Sure, this type of setup has been a staple of science fiction many times before and since, but it was likely my first brush with the concept. In an interesting subplot somewhere in the middle of the book, the explorers want to get a look at the device at the far end of the craft, which they assume is some sort of a space drive. You see spaceships in movies that don’t have any visible means of propulsion all the time, but in an Arthur C. Clarke story, this is particularly curious because it violates Netwon’s third law of motion.

2001: A Space Odyssey

Some time after inhaling the entire Rama series (only the first one is essential), I found the book version of 2001, which was more or less written concurrently with the film’s production. It expanded on the Dawn of Man stuff seen in the opening of the film, which was perhaps the first time I considered human evolution and our prehistoric ancestors. The novel also expands on how Hal 9000 tries to kill the main character, which in some ways is scarier than the movie. The sequence as designed by Clarke was probably too expensive for Kubrick’s budget.

The Early Stuff

Some of Clarke’s earlier works may seem lackluster compared to mainstream classics like 2001 and Rama, but the science is still fairly hard and the stories are charming if nothing else.
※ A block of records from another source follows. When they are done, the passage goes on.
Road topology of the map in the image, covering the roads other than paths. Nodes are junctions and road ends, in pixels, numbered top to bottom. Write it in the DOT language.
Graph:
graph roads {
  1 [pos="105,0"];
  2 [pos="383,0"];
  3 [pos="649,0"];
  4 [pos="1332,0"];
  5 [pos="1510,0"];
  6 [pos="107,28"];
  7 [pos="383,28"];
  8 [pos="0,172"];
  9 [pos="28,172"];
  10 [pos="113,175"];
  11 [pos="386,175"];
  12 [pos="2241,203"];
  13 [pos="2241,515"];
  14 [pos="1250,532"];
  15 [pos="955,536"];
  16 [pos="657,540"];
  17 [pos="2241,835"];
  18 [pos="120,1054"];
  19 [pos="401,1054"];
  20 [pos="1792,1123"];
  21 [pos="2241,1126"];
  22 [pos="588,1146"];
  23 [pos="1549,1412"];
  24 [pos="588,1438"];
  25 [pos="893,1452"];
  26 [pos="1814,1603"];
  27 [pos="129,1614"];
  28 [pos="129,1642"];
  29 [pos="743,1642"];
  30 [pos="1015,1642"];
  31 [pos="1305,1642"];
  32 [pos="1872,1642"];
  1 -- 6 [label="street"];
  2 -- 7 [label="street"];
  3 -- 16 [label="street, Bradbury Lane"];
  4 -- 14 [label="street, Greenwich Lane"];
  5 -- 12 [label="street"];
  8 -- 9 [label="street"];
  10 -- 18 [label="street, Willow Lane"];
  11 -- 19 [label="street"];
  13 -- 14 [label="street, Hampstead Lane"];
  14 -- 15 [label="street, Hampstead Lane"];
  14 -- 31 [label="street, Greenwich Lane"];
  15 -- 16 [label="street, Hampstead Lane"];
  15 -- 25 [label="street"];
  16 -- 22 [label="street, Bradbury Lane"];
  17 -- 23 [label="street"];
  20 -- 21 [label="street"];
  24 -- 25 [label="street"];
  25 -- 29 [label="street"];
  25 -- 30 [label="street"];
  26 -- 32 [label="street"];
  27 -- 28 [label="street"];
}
Some of the things he dwells on is now common knowledge for SF fans (we don’t need to be frequently reminded “There’s no up or down in space”), but I think it’s interesting to note he was writing this stuff before humans ever went to space.

An excerpt from Islands in the Sky, a novel aimed at teenagers in which the narrator wins a trip to space:

There were also, I’d discovered, some interesting tricks and practical jokes that could be played in space. One of the best involved nothing more complicated than an ordinary match.

What happens is the other astronauts play a prank on the boy: they tell him the way you make sure you have a fresh supply of oxygen is the same way miners do it back on Earth: you light a match. (Never mind why astronauts have matches on board.) If the match goes out, “well, you go out too, as quickly as you can!”

One of the astronauts demonstrates by lighting a match which promptly extinguishes itself, much to the boy’s dismay.

It’s funny how the mind works, for up to that moment I’d been breathing comfortably, yet now I seemed to be suffocating.

The narrator panics before he realizes that, in the absence of gravity, smoke has nowhere to go and suffocates the flame.

Childhood’s End

Childhood’s End is possibly the most loved of Clarke’s earlier novels. At one point in the story, the characters successfully use a device that’s essentially a spirit board, which is disappointing to those who love Clarke’s hard science. Beyond the detailed explanations of time dilation at relativistic speeds (possibly the first time I was introduced to that concept), the only thing about Childhood’s End that really sticks out in my mind is the introduction included in my edition (1990, Pan Books LTD.). There, Clarke admits that he was impressed by evidence for the paranormal when he wrote Childhood’s End, which would not hold true later in his life.

When Childhood’s End first appeared, many readers were baffled by a statement after the title page to the effect that “The opinions expressed in this book are not those of the author.”

This was not entirely facetious; I had just published The Exploration of Space, and painted an optimistic picture of our future expansion into the Universe. Now I had written a book which said, “The stars are not for Man,” and I did not want anyone to think I had suddenly recanted.

Today, I would like to change the target of that disclaimer to cover 99 percent of the “paranormal” (it can’t all be nonsense) and 100 percent of UFO “encounters.”

At any rate, I just thought I’d use this anniversary of Clarke’s death to geek out about him.